Part 4 of 2011 Ketchup Soup
We got a little dusting of snow after the first week into December, but it melted quickly and the rest of the month remained unusually warm for our area.
Remember those green tomatoes I harvested at the end of October? Well, a few of them got mushy, but most of them slowly got their color sitting inside that newspaper lined box in the basement. They didn’t taste as good as if they had ripened outside on the plants, of course; however, they were still better than store bought tomatoes. It helped, too, that I could use them with my fresh herbs or frozen pesto. And that is how I used the last of them up in December: I made one last round of bruschetta with tomatoes and pesto from the garden.
Putting the Garden to Bed at Last
Just before that bit of snow came, my sweet husband had the time and opportunity to pick up some free composted organic horse manure and manually till it into the vegetable beds. I love him!

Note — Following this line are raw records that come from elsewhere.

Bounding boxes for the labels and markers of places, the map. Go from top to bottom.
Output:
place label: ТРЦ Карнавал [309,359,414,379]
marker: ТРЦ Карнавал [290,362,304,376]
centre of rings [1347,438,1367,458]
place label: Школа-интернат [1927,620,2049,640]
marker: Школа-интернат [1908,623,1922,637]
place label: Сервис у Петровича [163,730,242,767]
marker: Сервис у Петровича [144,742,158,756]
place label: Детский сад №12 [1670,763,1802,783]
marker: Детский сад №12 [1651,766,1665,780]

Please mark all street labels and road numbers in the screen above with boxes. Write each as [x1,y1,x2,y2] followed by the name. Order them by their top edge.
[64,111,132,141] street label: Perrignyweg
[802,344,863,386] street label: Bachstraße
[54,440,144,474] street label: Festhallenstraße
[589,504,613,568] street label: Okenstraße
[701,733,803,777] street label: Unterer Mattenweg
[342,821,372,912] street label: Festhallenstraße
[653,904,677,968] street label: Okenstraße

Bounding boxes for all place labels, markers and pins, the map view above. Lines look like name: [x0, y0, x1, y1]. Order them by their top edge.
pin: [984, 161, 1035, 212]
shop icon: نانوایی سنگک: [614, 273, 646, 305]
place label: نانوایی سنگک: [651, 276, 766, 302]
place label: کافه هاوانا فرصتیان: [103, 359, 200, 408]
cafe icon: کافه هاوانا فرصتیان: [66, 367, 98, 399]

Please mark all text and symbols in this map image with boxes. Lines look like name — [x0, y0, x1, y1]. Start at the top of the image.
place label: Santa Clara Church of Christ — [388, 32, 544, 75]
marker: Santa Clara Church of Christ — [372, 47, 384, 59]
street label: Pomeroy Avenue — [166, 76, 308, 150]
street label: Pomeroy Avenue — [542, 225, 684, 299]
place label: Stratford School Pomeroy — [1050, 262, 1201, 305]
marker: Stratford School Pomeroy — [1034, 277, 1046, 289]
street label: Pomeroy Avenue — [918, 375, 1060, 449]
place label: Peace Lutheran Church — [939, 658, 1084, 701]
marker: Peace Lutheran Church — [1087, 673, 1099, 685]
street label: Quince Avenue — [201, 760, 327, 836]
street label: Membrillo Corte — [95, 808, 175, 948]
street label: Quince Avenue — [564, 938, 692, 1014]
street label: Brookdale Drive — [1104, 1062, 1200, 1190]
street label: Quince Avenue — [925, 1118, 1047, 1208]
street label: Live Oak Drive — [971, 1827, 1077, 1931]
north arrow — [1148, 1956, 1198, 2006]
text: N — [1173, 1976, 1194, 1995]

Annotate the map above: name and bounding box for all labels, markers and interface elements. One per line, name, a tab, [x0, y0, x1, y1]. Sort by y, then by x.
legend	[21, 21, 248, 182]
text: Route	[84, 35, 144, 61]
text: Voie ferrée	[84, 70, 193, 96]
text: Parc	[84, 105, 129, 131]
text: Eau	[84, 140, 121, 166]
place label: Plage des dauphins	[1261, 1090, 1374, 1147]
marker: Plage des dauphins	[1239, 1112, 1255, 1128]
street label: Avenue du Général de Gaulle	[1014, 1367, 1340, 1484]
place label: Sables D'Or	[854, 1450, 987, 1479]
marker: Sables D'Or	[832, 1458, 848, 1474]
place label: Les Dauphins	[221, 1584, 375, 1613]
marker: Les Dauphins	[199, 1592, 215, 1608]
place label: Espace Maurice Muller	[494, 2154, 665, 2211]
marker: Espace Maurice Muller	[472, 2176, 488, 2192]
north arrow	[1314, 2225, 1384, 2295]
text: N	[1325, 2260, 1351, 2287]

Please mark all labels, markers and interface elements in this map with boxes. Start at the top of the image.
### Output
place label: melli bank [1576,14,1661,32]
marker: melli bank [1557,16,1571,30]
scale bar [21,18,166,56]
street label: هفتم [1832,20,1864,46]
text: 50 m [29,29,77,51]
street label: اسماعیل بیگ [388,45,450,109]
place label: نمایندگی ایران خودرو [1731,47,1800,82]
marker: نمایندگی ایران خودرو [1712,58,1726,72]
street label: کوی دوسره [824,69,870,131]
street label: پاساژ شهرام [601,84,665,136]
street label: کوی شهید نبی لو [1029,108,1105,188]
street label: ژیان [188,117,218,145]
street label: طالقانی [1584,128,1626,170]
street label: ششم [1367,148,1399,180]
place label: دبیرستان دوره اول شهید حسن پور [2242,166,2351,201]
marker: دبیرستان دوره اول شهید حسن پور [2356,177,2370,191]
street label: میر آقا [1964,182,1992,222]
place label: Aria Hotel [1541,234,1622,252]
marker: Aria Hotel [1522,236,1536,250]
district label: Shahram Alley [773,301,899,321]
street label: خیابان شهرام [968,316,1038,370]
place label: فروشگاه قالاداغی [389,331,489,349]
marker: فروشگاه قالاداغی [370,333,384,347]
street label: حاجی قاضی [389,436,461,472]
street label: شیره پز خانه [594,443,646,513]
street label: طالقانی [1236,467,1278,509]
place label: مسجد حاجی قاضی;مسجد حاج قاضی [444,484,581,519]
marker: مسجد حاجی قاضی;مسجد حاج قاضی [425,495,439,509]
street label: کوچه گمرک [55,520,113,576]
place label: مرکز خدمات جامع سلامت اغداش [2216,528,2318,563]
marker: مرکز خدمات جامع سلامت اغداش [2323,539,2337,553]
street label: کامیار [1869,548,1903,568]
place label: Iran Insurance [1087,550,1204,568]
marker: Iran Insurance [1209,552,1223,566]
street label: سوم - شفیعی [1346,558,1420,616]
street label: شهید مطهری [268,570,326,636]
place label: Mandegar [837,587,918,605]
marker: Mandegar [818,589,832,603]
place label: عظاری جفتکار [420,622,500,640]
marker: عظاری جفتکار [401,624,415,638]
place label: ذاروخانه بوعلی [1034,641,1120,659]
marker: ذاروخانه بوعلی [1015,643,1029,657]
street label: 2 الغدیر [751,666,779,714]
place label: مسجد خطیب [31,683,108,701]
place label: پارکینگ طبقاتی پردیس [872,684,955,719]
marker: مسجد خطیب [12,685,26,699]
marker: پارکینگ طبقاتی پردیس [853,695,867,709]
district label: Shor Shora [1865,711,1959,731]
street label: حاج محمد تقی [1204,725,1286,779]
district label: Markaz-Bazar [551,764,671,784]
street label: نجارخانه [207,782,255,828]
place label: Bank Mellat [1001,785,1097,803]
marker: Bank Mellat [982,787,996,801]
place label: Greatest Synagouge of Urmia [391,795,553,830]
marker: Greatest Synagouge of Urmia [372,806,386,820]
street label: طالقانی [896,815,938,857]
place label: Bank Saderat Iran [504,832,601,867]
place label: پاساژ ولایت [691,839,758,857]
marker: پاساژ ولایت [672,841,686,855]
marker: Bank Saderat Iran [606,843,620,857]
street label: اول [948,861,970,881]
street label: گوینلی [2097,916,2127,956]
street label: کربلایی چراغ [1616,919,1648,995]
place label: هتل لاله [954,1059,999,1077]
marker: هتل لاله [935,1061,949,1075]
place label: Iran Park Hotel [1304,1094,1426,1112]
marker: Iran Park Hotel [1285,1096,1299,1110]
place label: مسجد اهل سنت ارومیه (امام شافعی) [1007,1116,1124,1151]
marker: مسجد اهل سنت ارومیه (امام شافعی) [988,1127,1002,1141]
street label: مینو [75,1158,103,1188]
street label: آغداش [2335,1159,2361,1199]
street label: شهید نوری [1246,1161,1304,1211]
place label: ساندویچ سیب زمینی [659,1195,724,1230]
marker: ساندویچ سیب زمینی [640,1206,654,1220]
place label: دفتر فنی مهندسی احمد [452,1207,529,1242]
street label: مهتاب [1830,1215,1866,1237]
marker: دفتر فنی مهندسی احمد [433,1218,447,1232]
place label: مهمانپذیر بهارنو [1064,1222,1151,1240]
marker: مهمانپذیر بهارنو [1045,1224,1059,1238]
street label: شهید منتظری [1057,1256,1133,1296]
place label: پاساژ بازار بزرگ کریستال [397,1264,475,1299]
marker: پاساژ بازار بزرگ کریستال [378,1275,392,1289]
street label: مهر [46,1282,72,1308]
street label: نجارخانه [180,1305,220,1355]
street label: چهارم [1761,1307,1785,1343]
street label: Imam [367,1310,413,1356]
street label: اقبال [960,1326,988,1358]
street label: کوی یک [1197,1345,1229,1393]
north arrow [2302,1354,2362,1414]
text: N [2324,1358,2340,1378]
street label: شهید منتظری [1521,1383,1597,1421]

The black plastic keeps the soil warmer and drier so it will be ready to work sooner in the spring.
Overwintering the Rose Tree
Meanwhile, I got my rose tree ready to bury under a foot or so of mulch. This method kept my old rose tree alive for at least seven years, and this tree, a Pink Knockout standard, is going into its second winter.
Straw for the Strawberries (and Garlic, Too)
I bought a bale of straw and used half of it to cover the strawberry bed and the garlic I had planted in the herb bed.
Refilling the Compost Bin
I took the finished compost from the compost bin and spread it around the raspberry bed. Then we used the lawnmower-shredded leaves and grass clippings plus more horse manure to refill the bin.
Ready for Next Year!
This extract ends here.